The National Police warned that they were swindling clients by threatening to physically injure them and reveal the messages they had written to their families
Agents belonging to the Higher Headquarters of Valencia and the Dénia Judicial Police Brigade in an operation carried out at the national level during the months of November and December detained thirteen people belonging to a criminal group in the towns of Murcia and Valencia, the which, allegedly, were dedicated to extorting people who contacted prostitutes through the internet.
In La Rioja, the Specialized and Violent Crime Unit of the Provincial Judicial Police Brigade carried out three investigations in recent months in which the authors detained in the nationwide operation were identified in a new form of fraud that is being attempted committing in the Community, after three people have filed a complaint for two attempts at extortion.
The scam is generally directed at men who request services of erotic or sexual content through the internet with a woman who is offered publicly. In 2021, four complaints were received at the La Rioja Higher Police Headquarters, where similar events are reported.
So far there is no evidence that the threats from the alleged scammers have materialized. The Police recommends not making any payments and warns that once the first of them materializes to the payer, a series of interminable requests will follow.
The operation at the national level began as a result of the number of complaints filed by the injured parties existing throughout the national territory. The investigation was carried out by agents of the Judicial Police Brigades of the Dénia Police Station and the Valencia Superior Headquarters based on the complaints received.
‘Modus operandi’
After becoming interested in the sexual services offered in false advertisements on various web pages, the victims received various threatening messages from an unknown number. It was the supposed head of the girls, who reproached them for wasting their time and demanded an amount of money as financial compensation under threat of physical harm or the publication of those messages as well as communication with their relatives.

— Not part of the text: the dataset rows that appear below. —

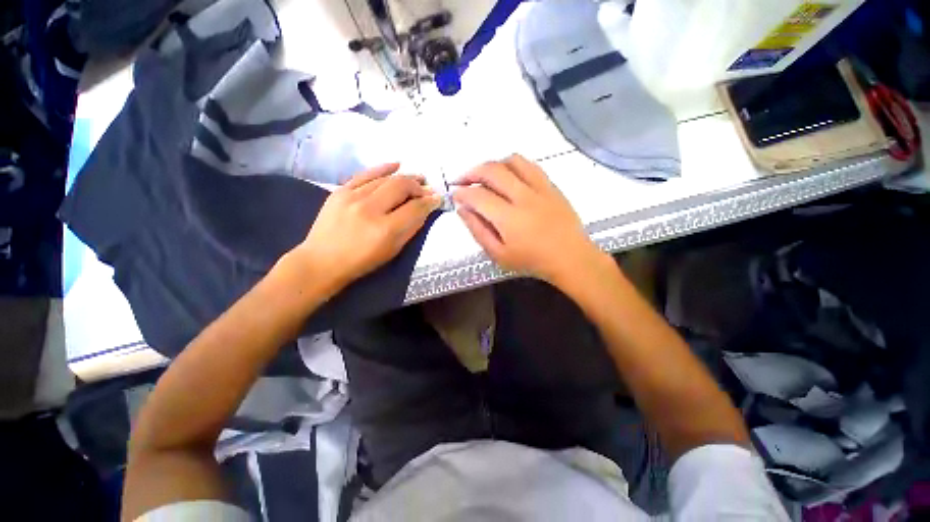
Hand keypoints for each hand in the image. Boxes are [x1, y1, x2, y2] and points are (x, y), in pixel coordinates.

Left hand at [289, 163, 441, 288]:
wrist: (322, 261)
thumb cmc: (362, 262)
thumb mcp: (392, 250)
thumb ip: (410, 229)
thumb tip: (424, 210)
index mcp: (385, 229)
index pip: (415, 208)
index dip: (429, 202)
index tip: (437, 198)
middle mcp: (370, 209)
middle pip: (401, 187)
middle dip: (418, 186)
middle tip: (427, 188)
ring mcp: (352, 197)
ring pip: (386, 179)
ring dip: (405, 177)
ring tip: (417, 178)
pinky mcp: (340, 191)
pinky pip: (366, 174)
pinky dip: (383, 168)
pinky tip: (396, 165)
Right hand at [452, 154, 606, 286]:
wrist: (570, 257)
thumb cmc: (531, 261)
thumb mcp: (499, 255)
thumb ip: (478, 231)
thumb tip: (462, 210)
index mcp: (508, 218)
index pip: (478, 195)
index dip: (462, 192)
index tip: (454, 194)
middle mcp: (523, 197)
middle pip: (492, 171)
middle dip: (471, 172)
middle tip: (462, 180)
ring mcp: (540, 188)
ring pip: (511, 161)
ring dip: (492, 165)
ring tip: (484, 176)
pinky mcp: (551, 185)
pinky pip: (530, 165)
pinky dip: (513, 165)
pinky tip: (508, 174)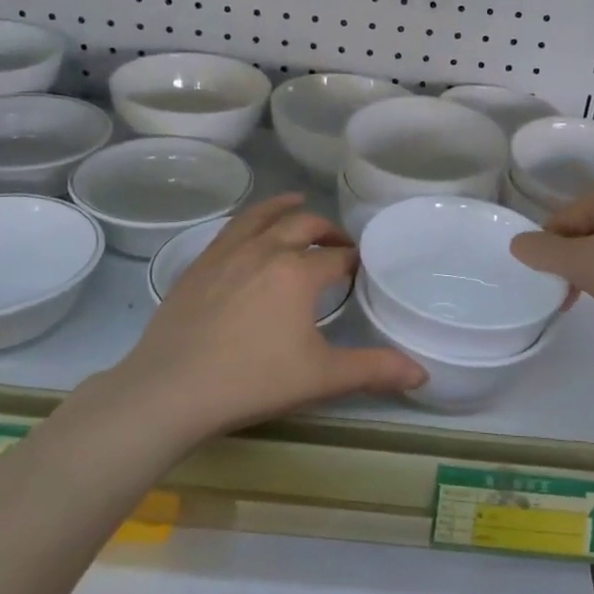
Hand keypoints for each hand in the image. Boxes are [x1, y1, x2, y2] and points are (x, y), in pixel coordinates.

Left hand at [115, 195, 423, 437]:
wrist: (170, 390)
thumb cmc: (252, 381)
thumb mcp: (321, 378)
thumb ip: (374, 371)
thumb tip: (422, 374)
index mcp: (299, 272)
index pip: (337, 257)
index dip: (354, 261)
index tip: (362, 269)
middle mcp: (266, 250)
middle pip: (304, 226)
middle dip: (327, 231)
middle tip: (339, 244)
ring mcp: (228, 254)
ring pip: (263, 216)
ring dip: (286, 208)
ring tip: (298, 203)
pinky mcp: (199, 265)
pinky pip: (231, 229)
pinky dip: (250, 219)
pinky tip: (250, 230)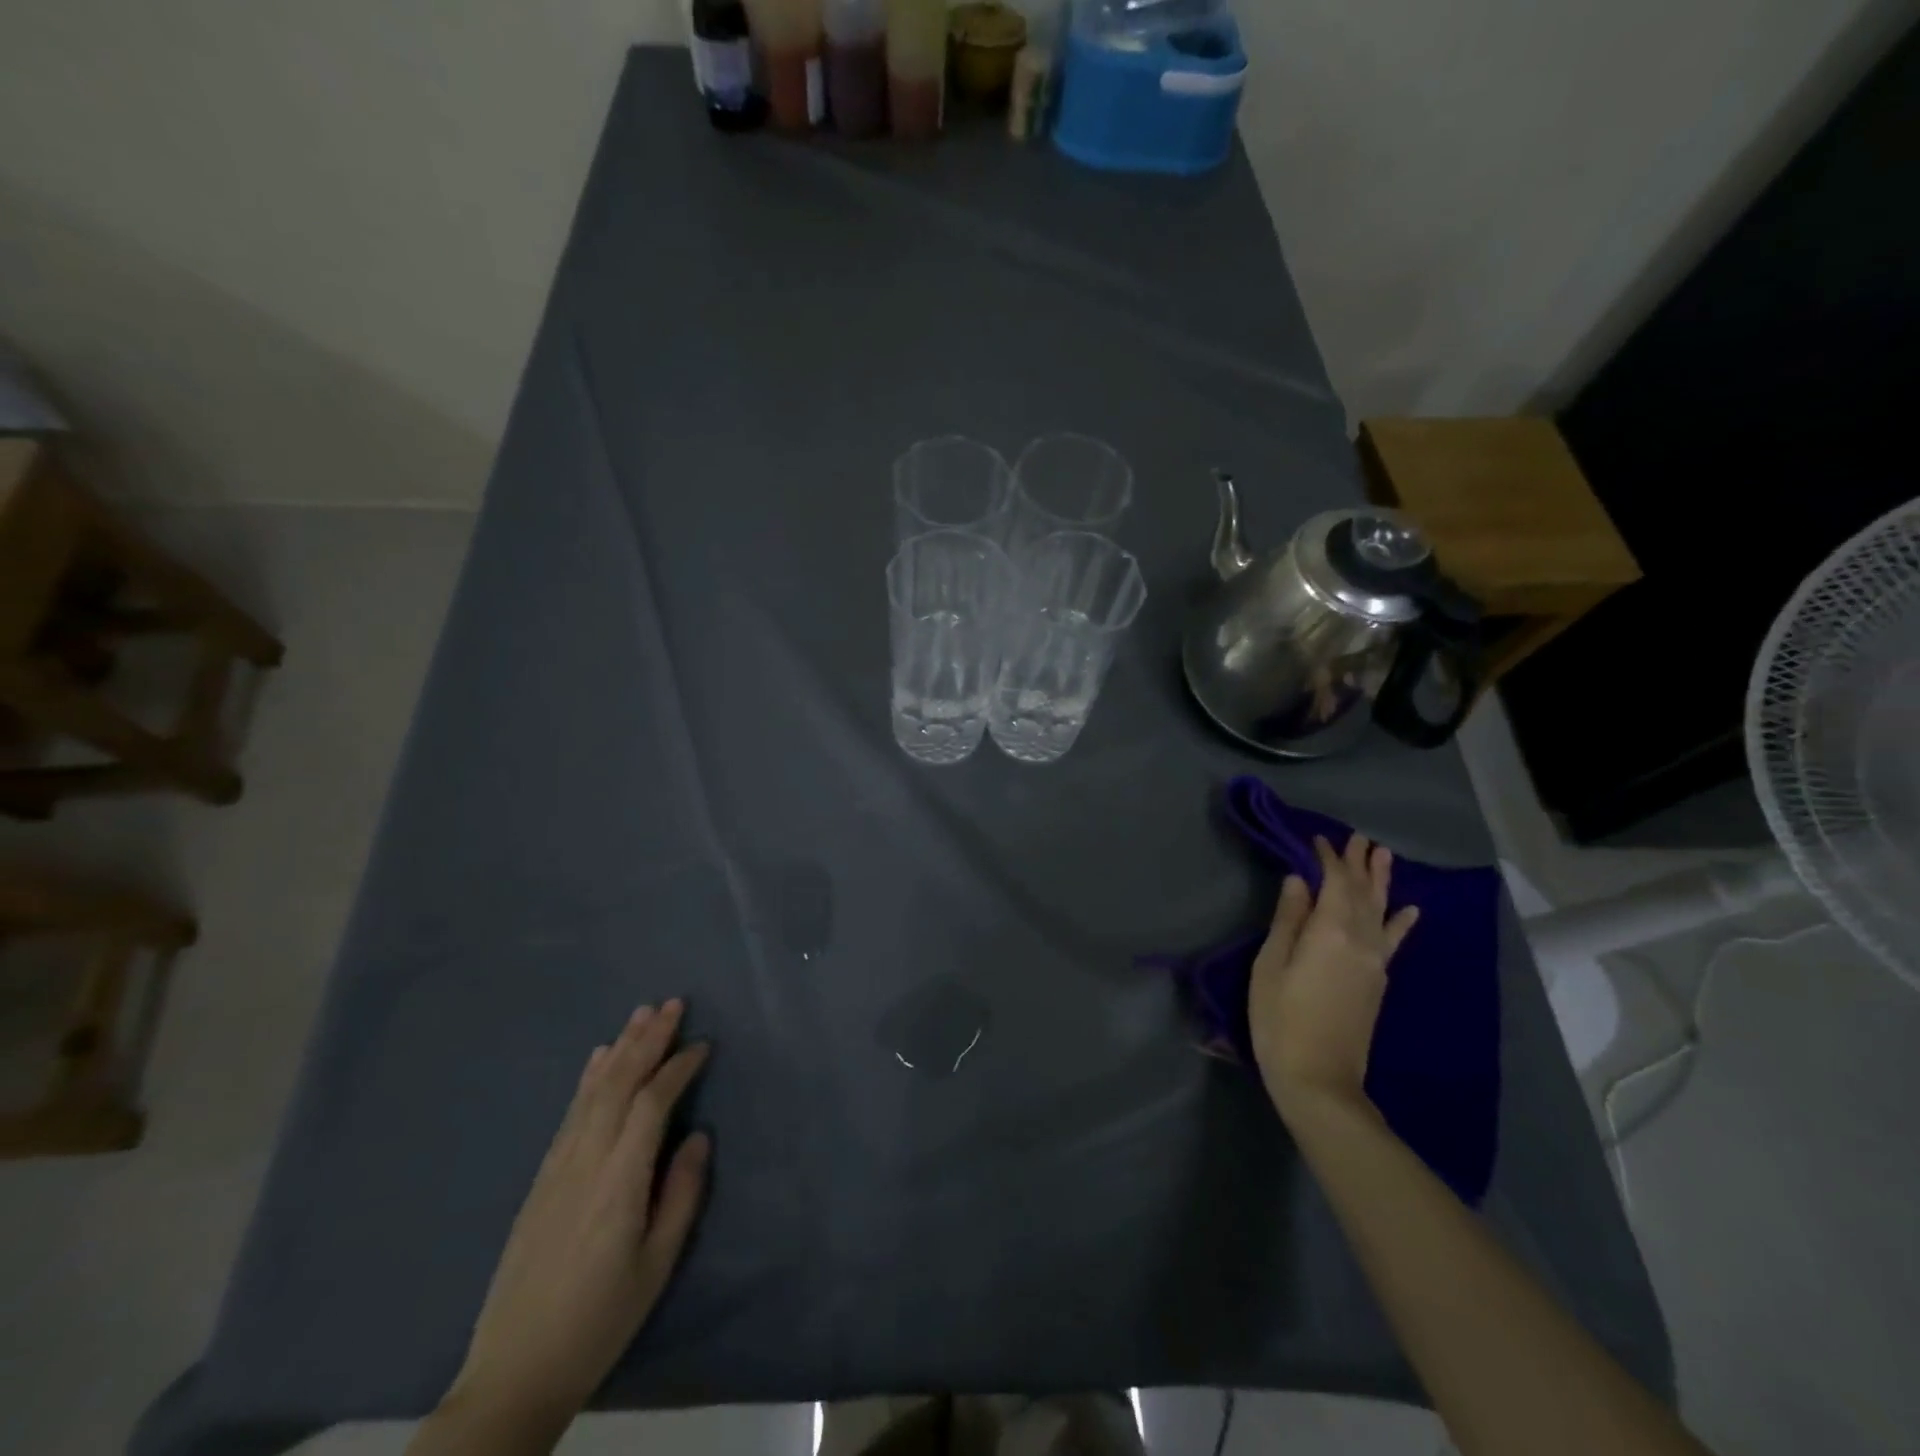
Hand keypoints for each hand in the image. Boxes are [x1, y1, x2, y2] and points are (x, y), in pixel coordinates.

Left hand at [446, 1000, 710, 1428]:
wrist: (515, 1371)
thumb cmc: (601, 1320)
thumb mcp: (656, 1264)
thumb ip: (681, 1194)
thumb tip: (697, 1136)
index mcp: (619, 1180)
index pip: (652, 1103)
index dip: (678, 1068)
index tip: (703, 1044)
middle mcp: (585, 1160)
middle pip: (619, 1083)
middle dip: (648, 1039)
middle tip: (674, 1004)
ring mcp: (558, 1166)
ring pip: (592, 1091)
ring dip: (620, 1047)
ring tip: (642, 1013)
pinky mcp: (541, 1177)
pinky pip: (570, 1112)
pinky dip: (588, 1077)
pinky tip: (598, 1057)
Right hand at [1248, 834, 1418, 1119]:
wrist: (1319, 1079)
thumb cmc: (1280, 1019)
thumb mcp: (1270, 966)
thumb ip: (1287, 920)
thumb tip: (1297, 881)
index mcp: (1330, 932)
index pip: (1334, 883)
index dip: (1328, 859)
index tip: (1318, 838)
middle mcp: (1360, 941)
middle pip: (1362, 893)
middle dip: (1359, 864)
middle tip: (1359, 837)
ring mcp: (1374, 963)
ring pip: (1381, 911)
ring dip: (1382, 882)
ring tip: (1384, 856)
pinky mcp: (1378, 982)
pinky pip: (1393, 941)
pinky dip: (1401, 923)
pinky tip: (1409, 910)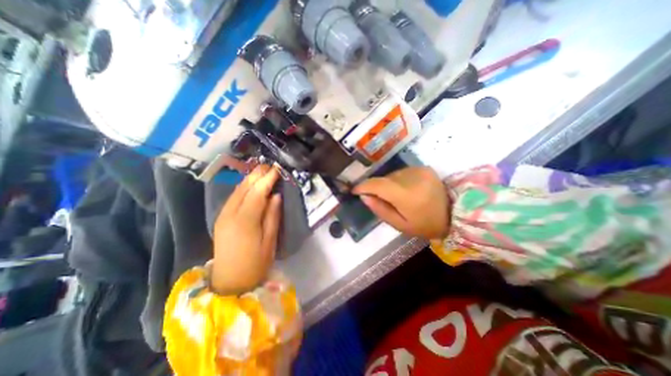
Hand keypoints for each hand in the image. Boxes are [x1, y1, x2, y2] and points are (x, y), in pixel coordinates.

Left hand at [211, 166, 279, 294]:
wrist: (230, 282)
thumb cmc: (256, 263)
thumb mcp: (269, 241)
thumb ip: (272, 216)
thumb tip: (276, 196)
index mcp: (245, 221)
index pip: (257, 192)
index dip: (267, 179)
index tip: (277, 169)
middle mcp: (230, 214)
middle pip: (244, 188)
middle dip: (257, 175)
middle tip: (270, 165)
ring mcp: (223, 215)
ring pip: (237, 190)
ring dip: (250, 179)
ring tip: (262, 171)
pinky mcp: (221, 218)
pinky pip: (233, 197)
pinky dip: (243, 187)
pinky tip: (250, 184)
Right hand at [352, 167, 450, 238]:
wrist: (454, 215)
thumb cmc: (425, 225)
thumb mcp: (400, 225)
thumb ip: (380, 209)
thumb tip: (364, 196)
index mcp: (407, 196)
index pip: (378, 185)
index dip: (364, 186)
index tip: (355, 190)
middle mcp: (413, 178)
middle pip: (384, 179)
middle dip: (376, 188)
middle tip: (378, 199)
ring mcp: (420, 171)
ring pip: (392, 175)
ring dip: (387, 184)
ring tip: (394, 196)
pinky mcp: (424, 168)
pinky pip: (401, 172)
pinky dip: (397, 180)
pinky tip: (405, 190)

The researchers think that these first messages could be sent automatically and with the same text to a large number of random people, with the sole objective that some of them were answered and thus establish a first contact. Once established, the detainees carried out social engineering work, conducting searches in open sources in relation to their victims, to find out as much information as possible about their private life to threaten them and obtain a greater financial outlay for them.
They used images of menacing-looking people in their profile photos and emulated the accent of Eastern European citizens when making phone calls. In the following conversations, they made their victims verify that they knew enough information about them to let their relatives know what they had done or to go where they were to inflict physical harm on them.
The victims, either to prevent their relatives from knowing that they had contacted prostitutes or because of fear of a real risk to their life or that of their family, agreed to pay through bank transfers, payment service providers or money codes. But the authors didn’t stop there. On some occasions, the extortionists sent their victims photos of other alleged previous victims who, they say, had been attacked or mutilated for not wanting to pay the financial amount.
Within the criminal group not all carried out the same work, two of the detainees were considered the leaders and those in charge of obtaining personal data and threatening the injured, the other three arrested were used as “mules” to open and manage bank accounts where the victims’ money was entered, work for which they received ten percent of what was extorted.
In this way, they managed to get the victims to transfer them between 1,000 and 6,000 euros, deliveries that they made through bank transfers, wallet cards or even instant payment service providers. From a study of the bank accounts used by the detainees, it has been possible to infer that those arrested could have obtained a profit of about 150,000 euros during the last year.